OPINION: Heavy handed


We’ve met Elisha Banks. She’s incredibly passionate about raising funds to help people with mental health issues.

Until recently, that fundraising effort was through her Music for the Mind program, and supported the in-patient mental health ward at the Chatham-Kent Health Alliance through its Foundation.

But Banks and the Foundation had a falling out. She felt misled by the Foundation after learning her fundraising – to the tune of about $92,000 over two years – was not being spent on items of need for those patients.

She claims there was a miscommunication, something CKHA president and CEO Lori Marshall openly admitted to last month, and added CKHA officials altered budgeting to take care of the item needs for the patients, allocating $10,000 a year for that.

But Mary Lou Crowley, head of the Foundation, said there was no miscommunication.

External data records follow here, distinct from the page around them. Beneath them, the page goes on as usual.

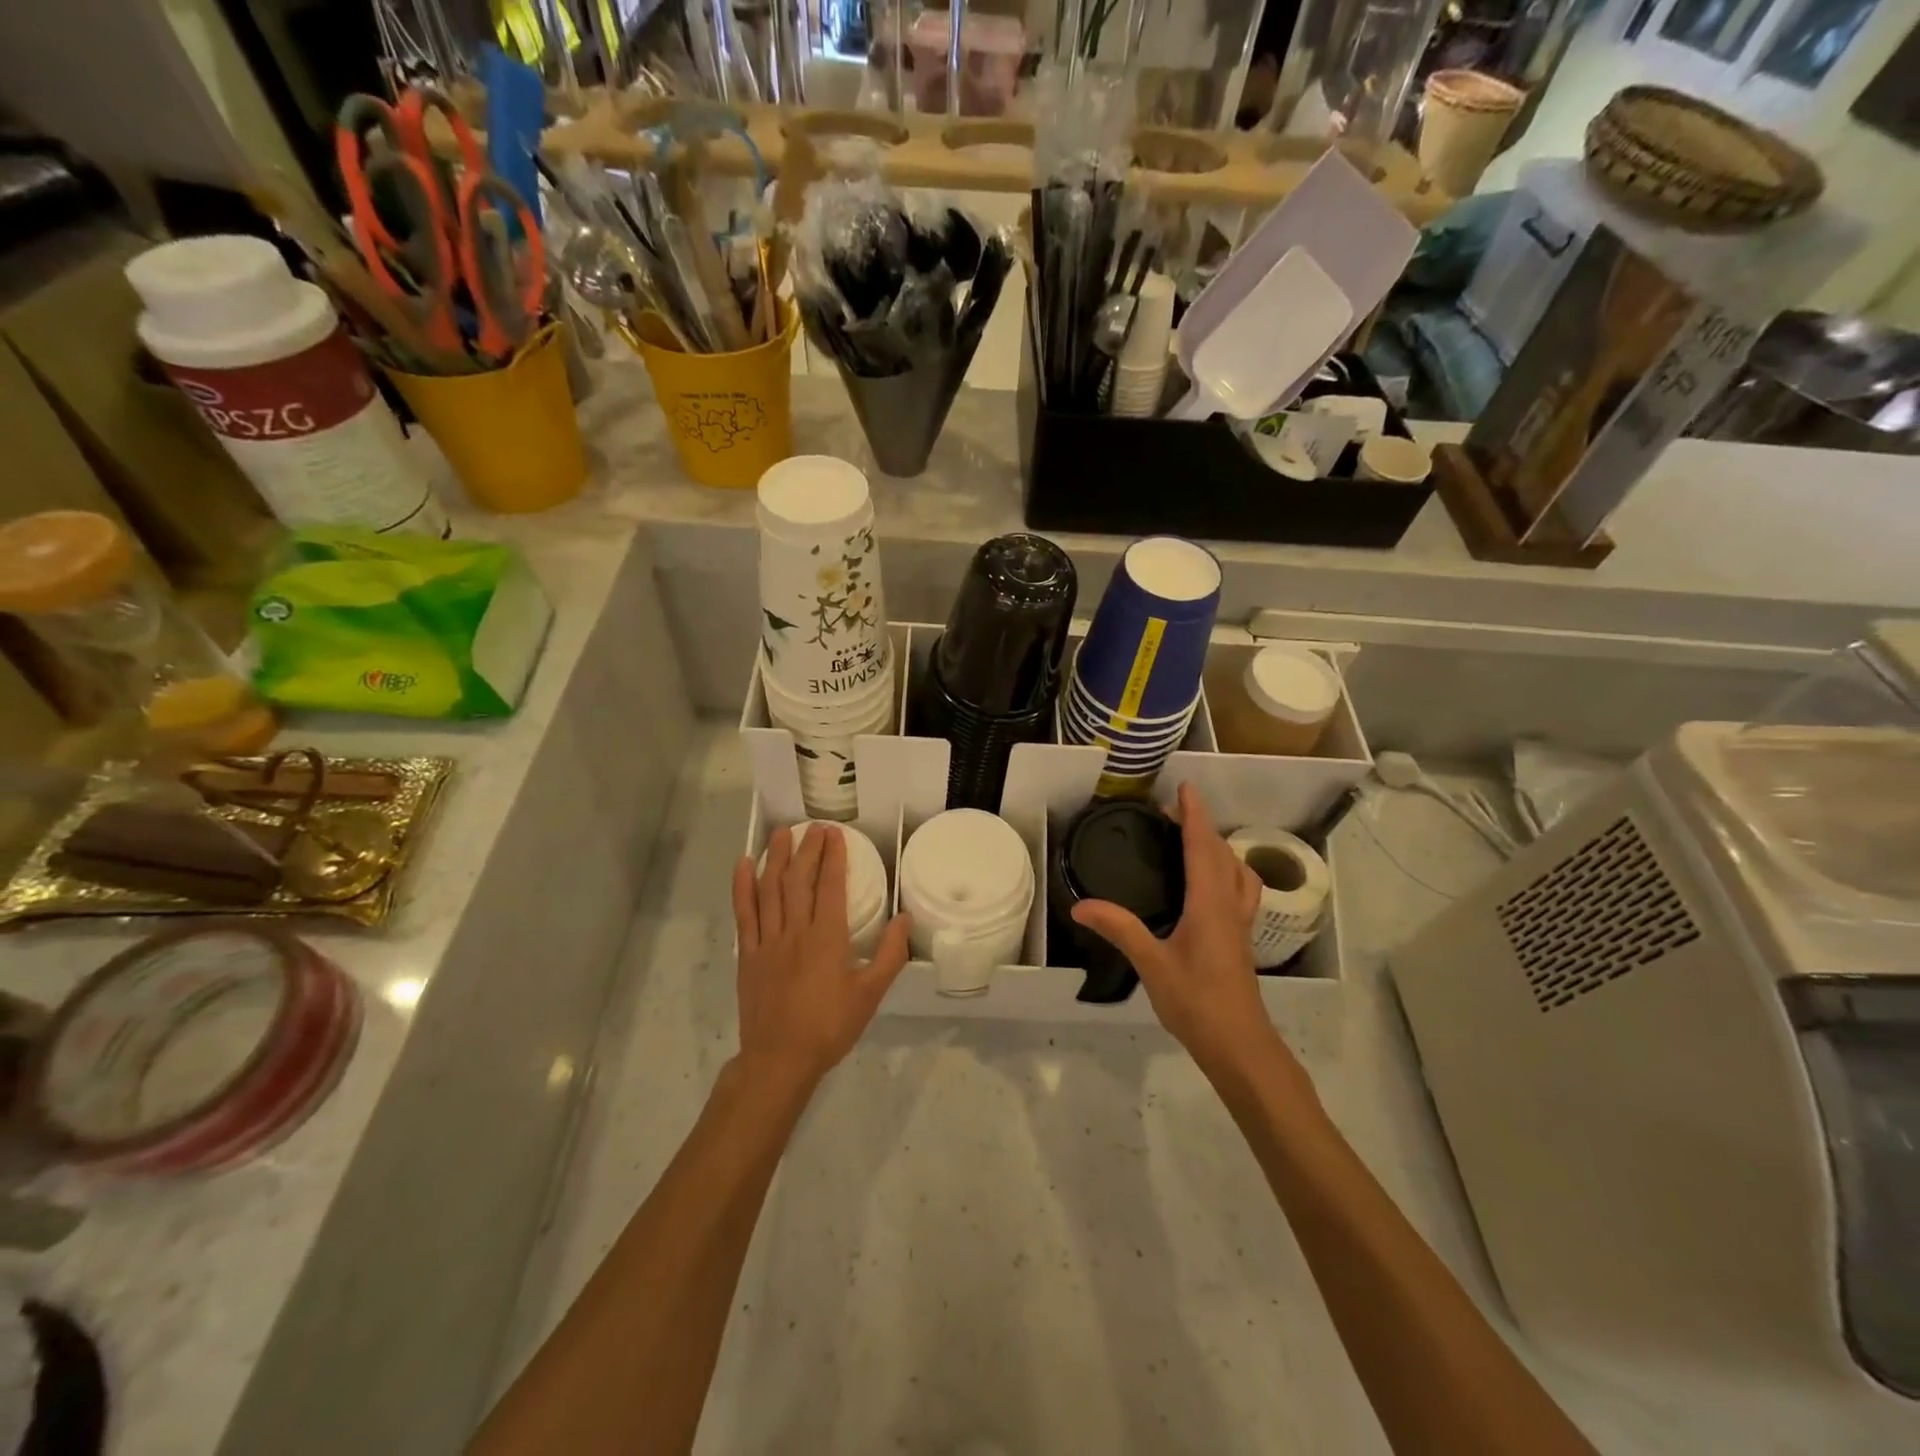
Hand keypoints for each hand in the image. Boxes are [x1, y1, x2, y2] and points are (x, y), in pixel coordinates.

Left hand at [732, 824, 910, 1093]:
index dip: (833, 856)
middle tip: (813, 827)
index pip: (830, 886)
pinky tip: (744, 865)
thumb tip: (905, 918)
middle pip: (799, 880)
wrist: (780, 1059)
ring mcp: (767, 941)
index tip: (835, 833)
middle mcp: (795, 931)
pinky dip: (743, 887)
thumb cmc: (830, 1027)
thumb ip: (890, 955)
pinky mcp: (747, 954)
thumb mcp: (870, 995)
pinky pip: (744, 914)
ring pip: (770, 889)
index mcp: (827, 938)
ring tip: (781, 833)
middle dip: (807, 849)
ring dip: (776, 858)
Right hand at [1070, 783, 1291, 1086]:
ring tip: (1196, 842)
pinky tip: (1211, 886)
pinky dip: (1227, 872)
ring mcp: (1241, 923)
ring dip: (1219, 848)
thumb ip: (1119, 929)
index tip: (1185, 788)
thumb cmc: (1197, 1002)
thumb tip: (1080, 905)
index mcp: (1210, 904)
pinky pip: (1240, 890)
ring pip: (1238, 872)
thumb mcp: (1151, 964)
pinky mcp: (1241, 939)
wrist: (1240, 1045)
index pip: (1203, 847)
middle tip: (1174, 812)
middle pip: (1222, 853)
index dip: (1194, 815)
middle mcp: (1230, 905)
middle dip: (1202, 826)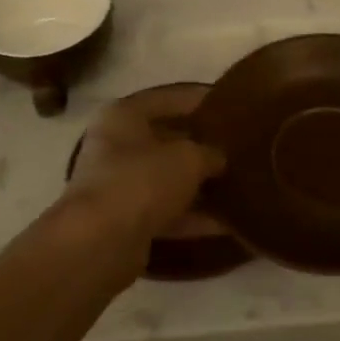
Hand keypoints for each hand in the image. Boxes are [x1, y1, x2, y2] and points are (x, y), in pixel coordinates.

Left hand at [63, 86, 224, 248]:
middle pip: (165, 140)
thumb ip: (209, 152)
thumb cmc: (142, 180)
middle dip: (200, 145)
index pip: (167, 98)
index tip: (229, 104)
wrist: (100, 242)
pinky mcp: (126, 221)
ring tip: (239, 183)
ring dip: (199, 184)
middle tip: (238, 146)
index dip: (198, 99)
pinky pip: (167, 212)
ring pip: (167, 179)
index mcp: (123, 116)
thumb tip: (218, 158)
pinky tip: (228, 222)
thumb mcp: (188, 157)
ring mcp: (119, 186)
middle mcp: (116, 147)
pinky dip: (194, 217)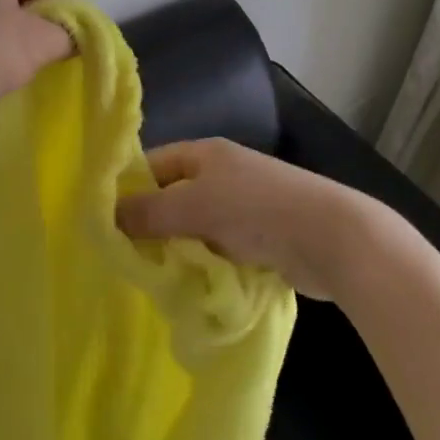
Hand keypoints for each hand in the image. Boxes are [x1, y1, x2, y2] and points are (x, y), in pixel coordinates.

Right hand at [116, 138, 380, 299]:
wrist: (333, 238)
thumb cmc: (256, 209)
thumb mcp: (193, 206)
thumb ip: (149, 212)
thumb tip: (106, 216)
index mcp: (206, 154)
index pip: (154, 163)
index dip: (130, 187)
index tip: (106, 221)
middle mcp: (224, 174)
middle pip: (174, 196)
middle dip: (153, 224)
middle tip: (127, 255)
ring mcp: (245, 206)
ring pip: (196, 227)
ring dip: (180, 249)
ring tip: (155, 275)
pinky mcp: (263, 238)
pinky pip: (221, 249)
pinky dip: (207, 264)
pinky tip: (192, 285)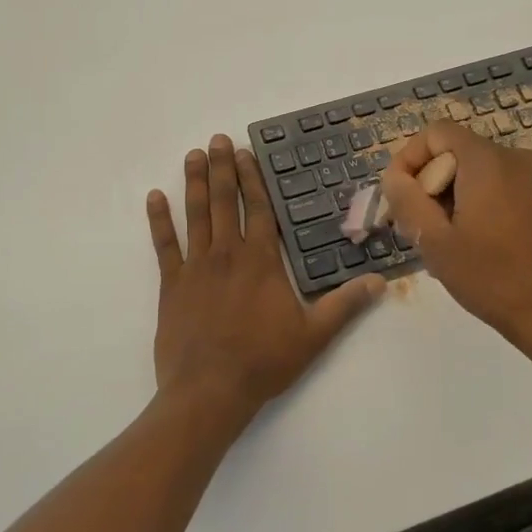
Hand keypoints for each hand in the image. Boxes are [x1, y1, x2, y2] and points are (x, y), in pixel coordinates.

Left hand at [146, 135, 384, 419]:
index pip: (258, 209)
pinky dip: (158, 220)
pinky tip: (153, 197)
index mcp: (261, 261)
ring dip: (195, 183)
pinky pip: (164, 245)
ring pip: (195, 215)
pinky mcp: (172, 285)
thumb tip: (379, 282)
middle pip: (225, 202)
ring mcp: (196, 267)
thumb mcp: (313, 335)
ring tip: (193, 156)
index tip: (246, 153)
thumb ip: (344, 305)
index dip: (252, 178)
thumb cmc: (263, 361)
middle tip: (216, 140)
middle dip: (222, 168)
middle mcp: (227, 254)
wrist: (209, 391)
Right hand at [378, 120, 531, 353]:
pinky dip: (475, 206)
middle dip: (428, 184)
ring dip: (450, 199)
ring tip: (442, 244)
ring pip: (475, 173)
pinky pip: (497, 189)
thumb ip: (407, 200)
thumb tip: (394, 177)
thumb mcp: (435, 241)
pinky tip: (471, 247)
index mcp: (486, 161)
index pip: (436, 133)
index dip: (409, 158)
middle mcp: (514, 159)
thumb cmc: (493, 277)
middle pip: (455, 153)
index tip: (399, 198)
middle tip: (416, 227)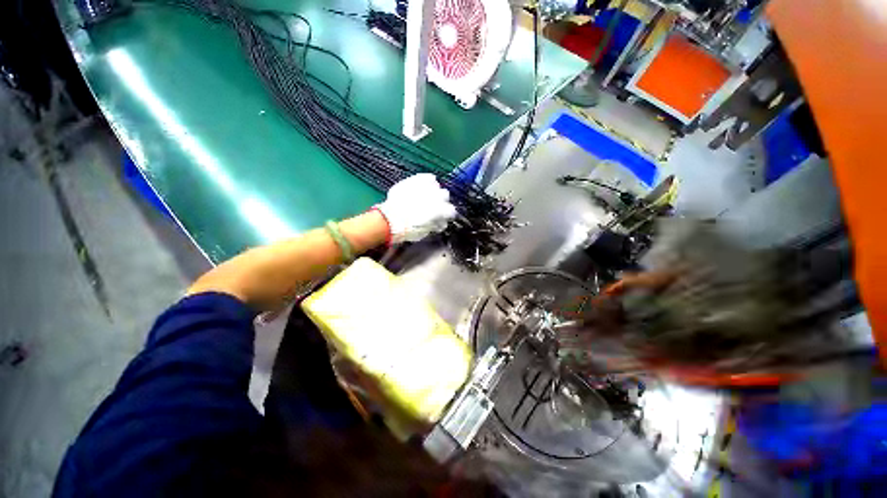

The falling out continued, and Banks sent an e-mail off to the Foundation board, as well as Marshall and at least one other CKHA administrator. It contained some strong wording; a sign of the passion Banks carries for the fundraising effort.

We have seen the e-mail, but won’t go into any details.

Why? Because the Foundation hired a big Bay Street law firm to pen a cease-and-desist letter to Banks, which was delivered on Friday.

The letter from Borden Ladner Gervais alleges her e-mail “contained statements that are untrue and defamatory of CKHA Foundation staff, and we demand that you immediately cease and desist from making any such further statements in the future via e-mail, in the news media or on social media.”

So, the CKHA Foundation used an out-of-town, big corporate firm to deliver a strong message to Banks, who herself is a former patient on the mental health ward at CKHA.

We can only guess the stress levels this Goliath-like effort delivered to Banks.

To say the response seems heavy handed would be an understatement.

Granted, the Foundation is well within its right to take such action, but one would think open dialogue to an individual that spearheaded an incredible fundraising effort in such a short time would have been a simpler and preferable option for everyone involved.

Banks’ biggest fault, if you can call it that, is that she cares.